# Dataset records
--*--

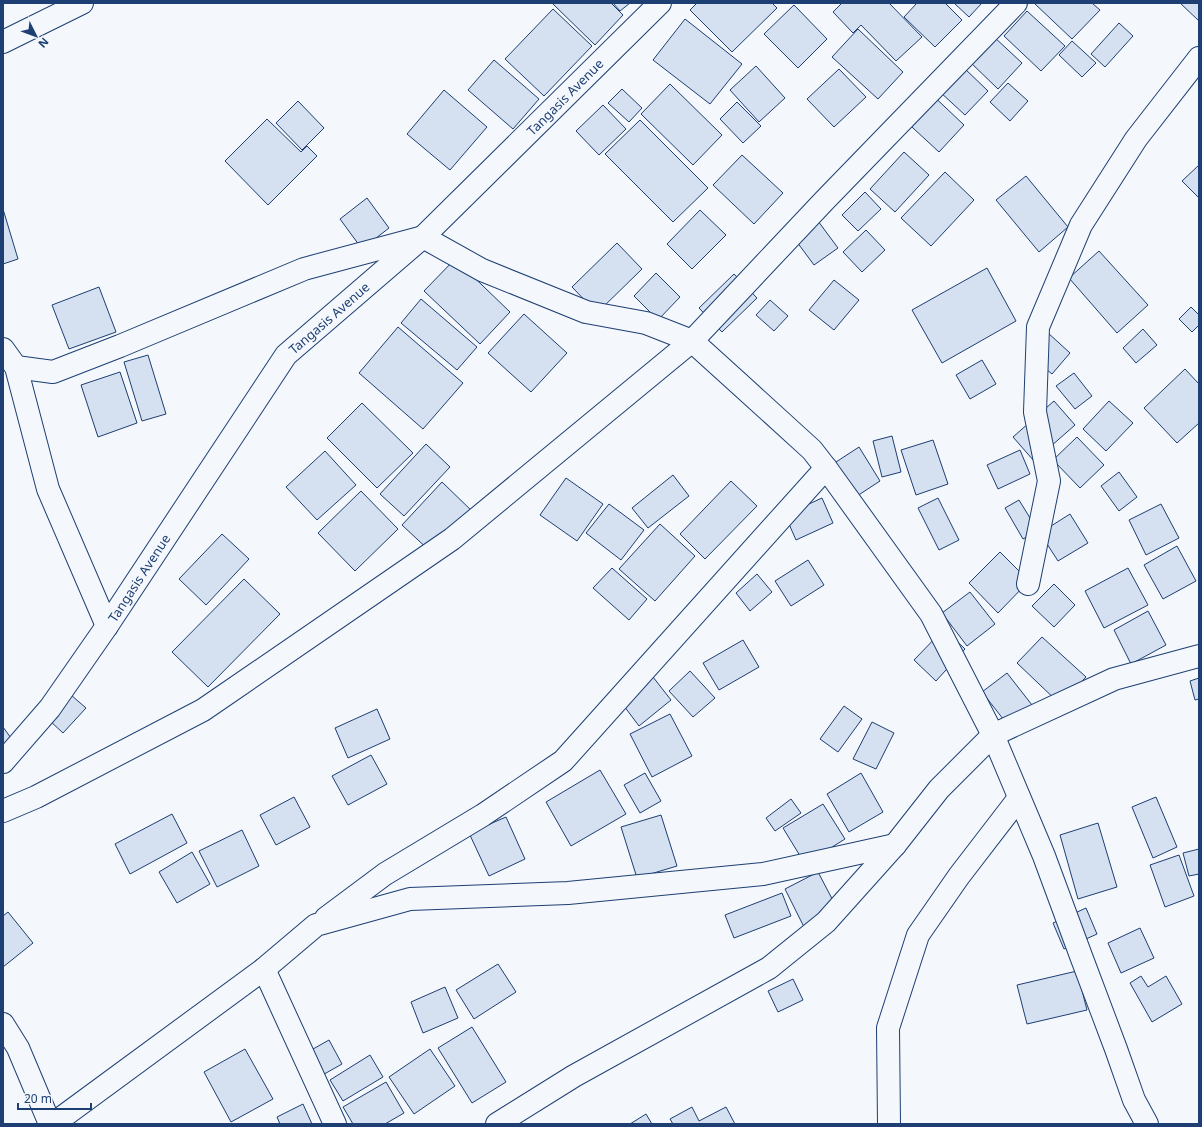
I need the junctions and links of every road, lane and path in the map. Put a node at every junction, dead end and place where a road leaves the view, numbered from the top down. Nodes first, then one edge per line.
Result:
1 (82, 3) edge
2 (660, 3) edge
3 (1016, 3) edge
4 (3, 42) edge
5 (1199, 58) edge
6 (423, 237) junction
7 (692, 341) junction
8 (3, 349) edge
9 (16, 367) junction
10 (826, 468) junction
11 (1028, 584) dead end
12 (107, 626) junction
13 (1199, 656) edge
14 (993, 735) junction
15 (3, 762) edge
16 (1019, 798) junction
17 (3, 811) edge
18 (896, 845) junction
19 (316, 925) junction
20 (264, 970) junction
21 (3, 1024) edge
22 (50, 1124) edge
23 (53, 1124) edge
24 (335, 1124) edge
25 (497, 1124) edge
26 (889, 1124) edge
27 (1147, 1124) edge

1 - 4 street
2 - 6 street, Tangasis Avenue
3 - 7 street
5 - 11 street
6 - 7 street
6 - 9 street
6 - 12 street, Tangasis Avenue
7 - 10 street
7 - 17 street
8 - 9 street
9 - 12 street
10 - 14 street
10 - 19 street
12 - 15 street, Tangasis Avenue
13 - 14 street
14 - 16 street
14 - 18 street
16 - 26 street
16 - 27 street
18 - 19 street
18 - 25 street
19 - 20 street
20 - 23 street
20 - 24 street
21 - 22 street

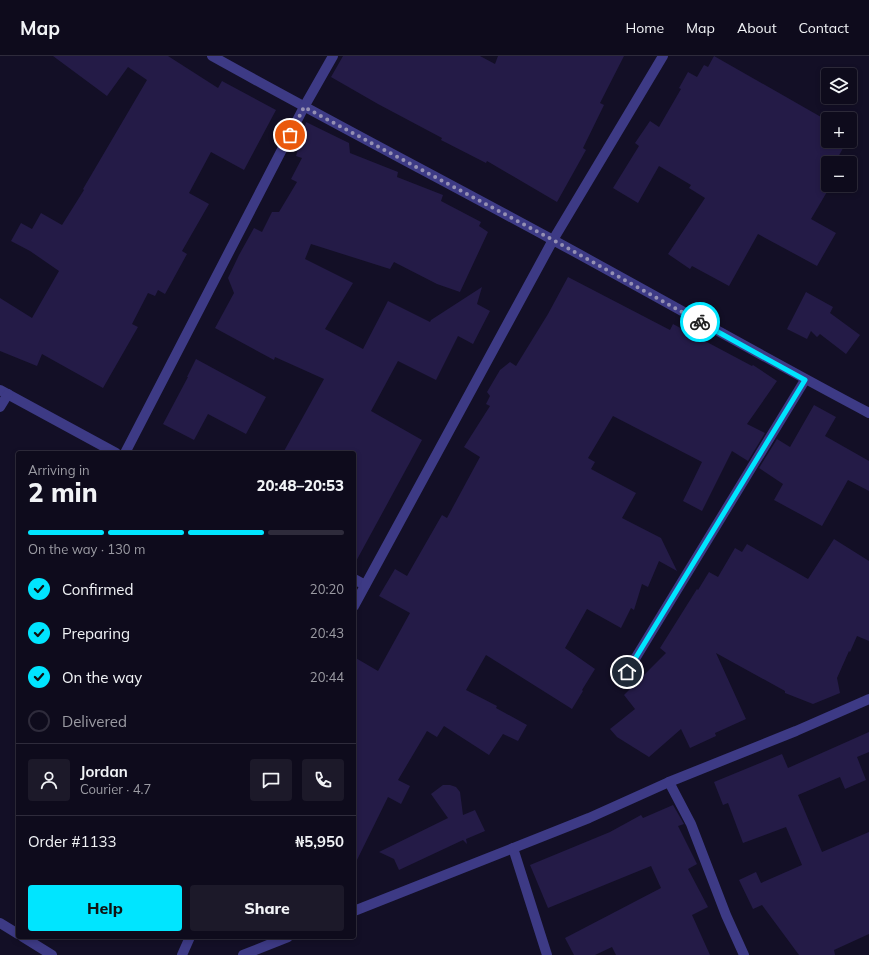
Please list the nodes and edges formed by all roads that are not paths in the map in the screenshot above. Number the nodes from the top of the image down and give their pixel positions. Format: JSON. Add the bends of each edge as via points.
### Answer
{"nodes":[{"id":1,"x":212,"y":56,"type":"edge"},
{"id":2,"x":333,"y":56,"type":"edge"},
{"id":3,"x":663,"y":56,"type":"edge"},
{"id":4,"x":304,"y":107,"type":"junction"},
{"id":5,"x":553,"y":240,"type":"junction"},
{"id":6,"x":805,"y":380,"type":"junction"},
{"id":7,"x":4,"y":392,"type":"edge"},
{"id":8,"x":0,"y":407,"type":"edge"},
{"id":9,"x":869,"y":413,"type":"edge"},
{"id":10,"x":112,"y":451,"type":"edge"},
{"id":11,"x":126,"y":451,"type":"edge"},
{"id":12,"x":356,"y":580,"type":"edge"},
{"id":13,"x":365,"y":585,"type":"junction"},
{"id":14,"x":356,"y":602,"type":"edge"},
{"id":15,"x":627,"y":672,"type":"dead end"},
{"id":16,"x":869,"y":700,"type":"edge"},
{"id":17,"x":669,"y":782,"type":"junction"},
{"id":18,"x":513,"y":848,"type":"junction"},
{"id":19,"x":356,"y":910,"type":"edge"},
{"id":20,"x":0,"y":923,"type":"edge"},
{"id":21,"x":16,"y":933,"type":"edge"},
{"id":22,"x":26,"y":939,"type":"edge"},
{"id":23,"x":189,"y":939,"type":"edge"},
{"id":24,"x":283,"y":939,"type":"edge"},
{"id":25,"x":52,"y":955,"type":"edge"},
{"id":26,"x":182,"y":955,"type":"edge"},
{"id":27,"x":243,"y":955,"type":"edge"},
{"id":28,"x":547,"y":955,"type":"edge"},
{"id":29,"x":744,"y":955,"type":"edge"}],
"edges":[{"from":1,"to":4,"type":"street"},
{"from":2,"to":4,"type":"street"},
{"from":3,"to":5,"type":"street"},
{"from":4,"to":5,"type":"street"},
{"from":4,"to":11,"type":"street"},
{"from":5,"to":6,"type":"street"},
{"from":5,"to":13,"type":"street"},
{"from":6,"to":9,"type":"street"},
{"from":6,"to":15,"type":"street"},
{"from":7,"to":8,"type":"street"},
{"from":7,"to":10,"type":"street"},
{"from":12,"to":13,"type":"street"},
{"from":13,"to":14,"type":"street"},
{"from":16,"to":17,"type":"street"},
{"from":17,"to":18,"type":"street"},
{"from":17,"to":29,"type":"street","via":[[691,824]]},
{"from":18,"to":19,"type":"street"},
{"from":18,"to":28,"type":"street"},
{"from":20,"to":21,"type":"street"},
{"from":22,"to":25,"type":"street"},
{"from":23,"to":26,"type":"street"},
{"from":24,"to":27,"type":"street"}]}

--*--

# Prompt
The reply should reproduce every entry above word for word and contain no pictures.

# Solution to the problem
I need the junctions and links of every road, lane and path in the map. Put a node at every junction, dead end and place where a road leaves the view, numbered from the top down. Nodes first, then one edge per line.
Result:
1 (82, 3) edge
2 (660, 3) edge
3 (1016, 3) edge
4 (3, 42) edge
5 (1199, 58) edge
6 (423, 237) junction
7 (692, 341) junction
8 (3, 349) edge
9 (16, 367) junction
10 (826, 468) junction
11 (1028, 584) dead end
12 (107, 626) junction
13 (1199, 656) edge
14 (993, 735) junction
15 (3, 762) edge
16 (1019, 798) junction
17 (3, 811) edge
18 (896, 845) junction
19 (316, 925) junction
20 (264, 970) junction
21 (3, 1024) edge
22 (50, 1124) edge
23 (53, 1124) edge
24 (335, 1124) edge
25 (497, 1124) edge
26 (889, 1124) edge
27 (1147, 1124) edge

1 - 4 street
2 - 6 street, Tangasis Avenue
3 - 7 street
5 - 11 street
6 - 7 street
6 - 9 street
6 - 12 street, Tangasis Avenue
7 - 10 street
7 - 17 street
8 - 9 street
9 - 12 street
10 - 14 street
10 - 19 street
12 - 15 street, Tangasis Avenue
13 - 14 street
14 - 16 street
14 - 18 street
16 - 26 street
16 - 27 street
18 - 19 street
18 - 25 street
19 - 20 street
20 - 23 street
20 - 24 street
21 - 22 street

Please list the nodes and edges formed by all roads that are not paths in the map in the screenshot above. Number the nodes from the top of the image down and give their pixel positions. Format: JSON. Add the bends of each edge as via points.
### Answer
{"nodes":[{"id":1,"x":212,"y":56,"type":"edge"},
{"id":2,"x":333,"y":56,"type":"edge"},
{"id":3,"x":663,"y":56,"type":"edge"},
{"id":4,"x":304,"y":107,"type":"junction"},
{"id":5,"x":553,"y":240,"type":"junction"},
{"id":6,"x":805,"y":380,"type":"junction"},
{"id":7,"x":4,"y":392,"type":"edge"},
{"id":8,"x":0,"y":407,"type":"edge"},
{"id":9,"x":869,"y":413,"type":"edge"},
{"id":10,"x":112,"y":451,"type":"edge"},
{"id":11,"x":126,"y":451,"type":"edge"},
{"id":12,"x":356,"y":580,"type":"edge"},
{"id":13,"x":365,"y":585,"type":"junction"},
{"id":14,"x":356,"y":602,"type":"edge"},
{"id":15,"x":627,"y":672,"type":"dead end"},
{"id":16,"x":869,"y":700,"type":"edge"},
{"id":17,"x":669,"y":782,"type":"junction"},
{"id":18,"x":513,"y":848,"type":"junction"},
{"id":19,"x":356,"y":910,"type":"edge"},
{"id":20,"x":0,"y":923,"type":"edge"},
{"id":21,"x":16,"y":933,"type":"edge"},
{"id":22,"x":26,"y":939,"type":"edge"},
{"id":23,"x":189,"y":939,"type":"edge"},
{"id":24,"x":283,"y":939,"type":"edge"},
{"id":25,"x":52,"y":955,"type":"edge"},
{"id":26,"x":182,"y":955,"type":"edge"},
{"id":27,"x":243,"y":955,"type":"edge"},
{"id":28,"x":547,"y":955,"type":"edge"},
{"id":29,"x":744,"y":955,"type":"edge"}],
"edges":[{"from":1,"to":4,"type":"street"},
{"from":2,"to":4,"type":"street"},
{"from":3,"to":5,"type":"street"},
{"from":4,"to":5,"type":"street"},
{"from":4,"to":11,"type":"street"},
{"from":5,"to":6,"type":"street"},
{"from":5,"to":13,"type":"street"},
{"from":6,"to":9,"type":"street"},
{"from":6,"to":15,"type":"street"},
{"from":7,"to":8,"type":"street"},
{"from":7,"to":10,"type":"street"},
{"from":12,"to":13,"type":"street"},
{"from":13,"to":14,"type":"street"},
{"from":16,"to":17,"type":"street"},
{"from":17,"to":18,"type":"street"},
{"from":17,"to":29,"type":"street","via":[[691,824]]},
{"from":18,"to":19,"type":"street"},
{"from":18,"to":28,"type":"street"},
{"from":20,"to":21,"type":"street"},
{"from":22,"to":25,"type":"street"},
{"from":23,"to":26,"type":"street"},
{"from":24,"to":27,"type":"street"}]}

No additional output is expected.